Chapman: Well, we used a Meyer Sound system, so nearly everything in sight was self-powered, so we don’t have any racks around so to speak. But all the boxes in the PA, the main PA at least and the delays, were linked up with Meyers Remote Monitoring system, which gives us realtime monitoring of each boxes and voltages, limiters, power outputs, temperatures, fan speeds, and things, and flashes up a any warnings if anything’s amiss, which is very useful especially when you have multiple drivers in each box in a big line array situation. And then the whole system was driven with the multiple Meyer Galileo management processors. And you had three of them didn’t you? [Timestamp: 7:37]

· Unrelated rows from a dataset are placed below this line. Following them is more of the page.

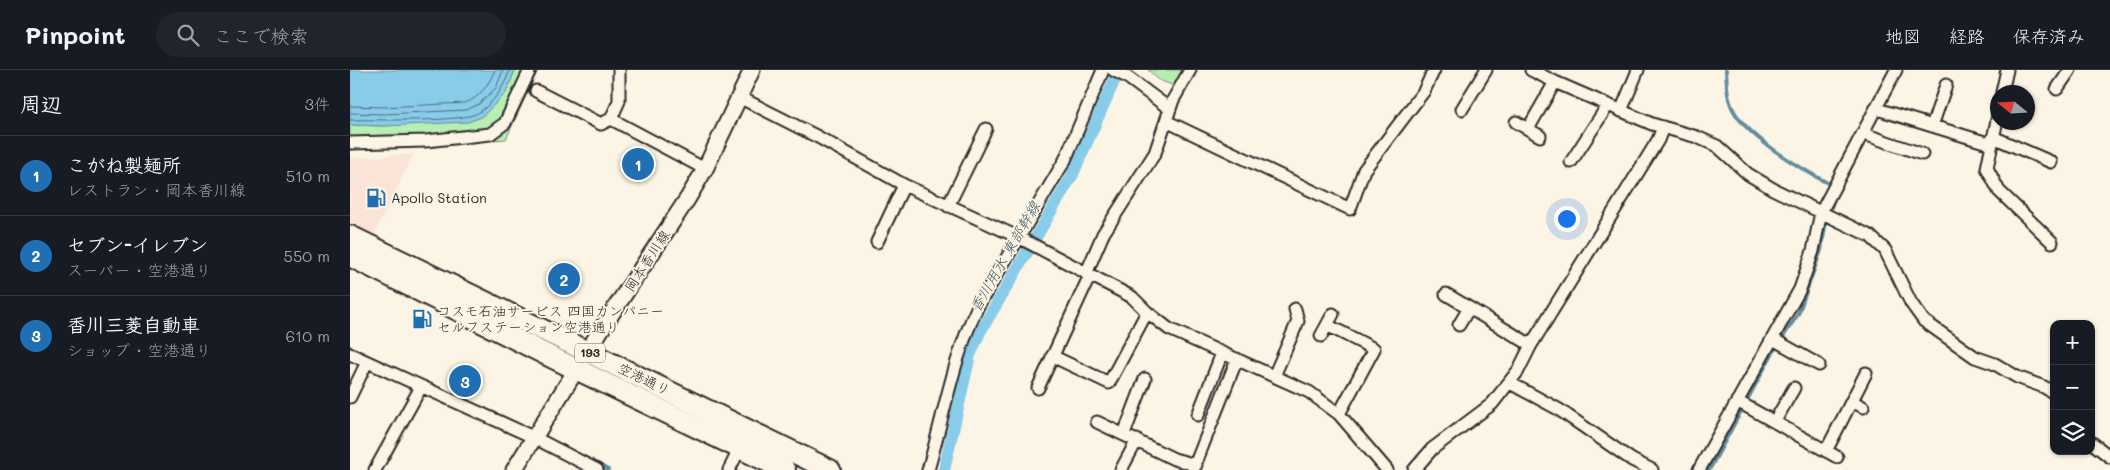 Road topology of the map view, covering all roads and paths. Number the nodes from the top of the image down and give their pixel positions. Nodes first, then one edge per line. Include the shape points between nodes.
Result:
1 (530, 70) edge
2 (619, 70) edge
3 (752, 70) edge
4 (1104, 70) edge
5 (1113, 70) edge
6 (1190, 70) edge
7 (1434, 70) edge
8 (1486, 70) edge
9 (1532, 70) edge
10 (1638, 70) edge
11 (1896, 70) edge
12 (2007, 70) edge
13 (2070, 70) edge
14 (1555, 82) junction
15 (1946, 85) dead end
16 (2004, 85) edge
17 (2057, 89) dead end
18 (536, 91) dead end
19 (740, 98) junction
20 (1608, 105) junction
21 (1170, 109) junction
22 (1462, 109) dead end
23 (1877, 109) junction
24 (1621, 111) junction
25 (610, 119) junction
26 (1166, 121) junction
27 (1516, 122) dead end
28 (1932, 126) junction
29 (1663, 127) junction
30 (986, 129) dead end
31 (1528, 129) junction
32 (1994, 130) edge
33 (1864, 134) junction
34 (1540, 136) dead end
35 (1992, 140) junction
36 (350, 143) edge
37 (1922, 154) dead end
38 (1571, 162) dead end
39 (2051, 162) dead end
40 (706, 169) junction
41 (904, 185) junction
42 (948, 206) junction
43 (1825, 214) junction
44 (350, 236) edge
45 (877, 242) dead end
46 (2052, 242) dead end
47 (1028, 243) junction
48 (350, 256) edge
49 (1088, 275) junction
50 (1446, 294) dead end
51 (1469, 308) junction
52 (1295, 309) dead end
53 (1147, 312) junction
54 (1333, 314) dead end
55 (1327, 325) junction
56 (1459, 325) dead end
57 (1321, 336) dead end
58 (1777, 341) junction
59 (1531, 345) junction
60 (588, 352) junction
61 (1222, 353) junction
62 (350, 354) edge
63 (1052, 356) junction
64 (1237, 360) junction
65 (367, 362) junction
66 (1820, 365) dead end
67 (576, 369) junction
68 (1866, 373) dead end
69 (1274, 376) junction
70 (1145, 379) dead end
71 (1510, 383) junction
72 (420, 387) junction
73 (1038, 388) dead end
74 (1794, 388) dead end
75 (2050, 391) edge
76 (350, 397) edge
77 (1123, 398) dead end
78 (1852, 401) junction
79 (1742, 403) junction
80 (1134, 404) junction
81 (1863, 407) dead end
82 (1339, 414) junction
83 (1198, 415) dead end
84 (1775, 421) junction
85 (1097, 422) dead end
86 (1124, 434) junction
87 (533, 438) junction
88 (1137, 440) junction
89 (2095, 445) edge
90 (740, 448) junction
91 (1826, 450) junction
92 (1837, 457) dead end
93 (2110, 457) edge
94 (1195, 467) edge
95 (375, 470) edge
96 (514, 470) edge
97 (597, 470) edge
98 (729, 470) edge
99 (785, 470) edge
100 (830, 470) edge
101 (928, 470) edge
102 (1121, 470) edge
103 (1387, 470) edge
104 (1414, 470) edge
105 (1652, 470) edge
106 (1699, 470) edge

1 - 36 street via 506,123 490,134 426,141
2 - 25 street via 619,101
3 - 19 main road, 岡本香川線
4 - 47 street
5 - 21 street
6 - 21 street
7 - 26 street via 1424,91 1364,170 1350,209
8 - 22 street
9 - 14 street
10 - 24 street
11 - 23 street
12 - 16 street
13 - 17 street
14 - 20 street
14 - 31 street
15 - 28 street
18 - 25 street via 601,124
19 - 40 main road, 岡本香川線
19 - 41 street
20 - 24 street
20 - 38 street
21 - 26 street
23 - 28 street
23 - 33 street
24 - 29 street
25 - 40 street
26 - 49 street via 1155,153 1103,234
27 - 31 street
28 - 35 street
29 - 43 street via 1717,146 1748,174
29 - 59 street
30 - 42 street
31 - 34 street
32 - 35 street
33 - 37 street
33 - 43 street
35 - 39 street
35 - 46 street via 1987,168 1999,191
40 - 60 main road, 岡本香川線
41 - 42 street
41 - 45 street
42 - 47 street
43 - 58 street via 1800,289
43 - 75 street via 1870,236 1885,250 1911,303 1924,321 1975,357
44 - 60 highway, 空港通り / 193
47 - 49 street
47 - 101 street via 968,326 952,372
48 - 67 highway, 空港通り / 193
49 - 53 street via 1132,297
49 - 63 street
50 - 51 street
51 - 56 street
51 - 59 street
52 - 69 street via 1298,321
53 - 61 street via 1169,329
53 - 63 street via 1109,383
54 - 55 street
55 - 57 street
55 - 82 street via 1374,349
58 - 66 street
58 - 79 street
59 - 71 street
60 - 67 main road, 岡本香川線
60 - 100 highway, 空港通り / 193
61 - 64 street
61 - 83 street
62 - 65 street
63 - 73 street
64 - 69 street
64 - 94 street
65 - 72 street
65 - 76 street
67 - 87 main road, 岡本香川線
67 - 90 highway, 空港通り / 193
68 - 78 street
69 - 82 street via 1309,392
70 - 80 street
71 - 104 street via 1492,404 1432,449
71 - 105 street via 1558,409
72 - 87 street
72 - 95 street
74 - 84 street
77 - 80 street
78 - 81 street
78 - 91 street
79 - 84 street
79 - 106 street
80 - 86 street
82 - 103 street
84 - 91 street
85 - 86 street
86 - 88 street
87 - 96 main road, 岡本香川線
87 - 97 street
88 - 94 street
88 - 102 street
89 - 93 street
90 - 98 street
90 - 99 highway, 空港通り / 193
91 - 92 street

Chapman: Each one is 6 in 16 out, and it’s very useful in terms of allow; they’ve got quite a lot of power in-line driving. Obviously it’s got the usual like EQ and everything, but then it also includes Meyer’s air-absorption compensation and line array presets for all their different line array boxes, and that’s linked to the air temperature and humidity, so as the place warms up, we can correct for anything that may be doing to the overall EQ of the system. [Timestamp: 8:10]

And of course a lot of communication going on too behind the scenes, a lot of intercoms and walkies and things like that. How was the communication handled between FOH, stage monitoring, performers, and all that? Did you have people specially designated just to be communication people or relay the word here and there?
Shepherd: We actually had a standard shout system between FOH and monitors because we also supply all the coms for the show as well, the whole production coms as well, which was partly RTX dual-channel wire system but also using the HME wireless. We had the added benefit of I could issue four wireless HMEs to my sound crew, the stage techs, and people who not only could be involved in the production side or the production ring of the coms, it also allows us to input an audio signal into it separate to the production ring and take an audio feed out on a separate ring as well. So all the guys on HMEs actually were involved part of the FOH monitoring and shout system as well. So it was very easy for one of our guys to be on stage with a set of wireless coms on and talk to FOH quite happily. [Timestamp: 9:25]

And a lot of sound sources and lots of places for those signals to go. How was the mic line distribution done?
Shepherd: Well the core of it is DiGiCo’s optical system, an optical MADI loop, full loop, with full redundancy on it. So the monitor, engineer techs, all the gains set what could be adjusted by both desks, but it’s just one rack and both desks seek access to it all. [Timestamp: 9:50]

And I know all of this was a big live event. Did the company require any recording of this?
Shepherd: It was a fairly basic recording of the show, just the four tracks of separating of speech and any use of playback content. All the bands were on separate feed as well just so they can mix it, and then a separate feed of ambient mics as well. But it’s all very much a bore tape. It’s taken really just as a reference and was very quickly cut down to a small 9-minute thing that they put up on YouTube; it was to show the whole event. It’s a fairly basic recording of the show. [Timestamp: 10:24]

Yeah, I would guess that with this kind of event the whole thing is in the live deal.
Shepherd: So it’s streamed live to the Internet as well during the show, but we mixed that live from FOH as well. [Timestamp: 10:35]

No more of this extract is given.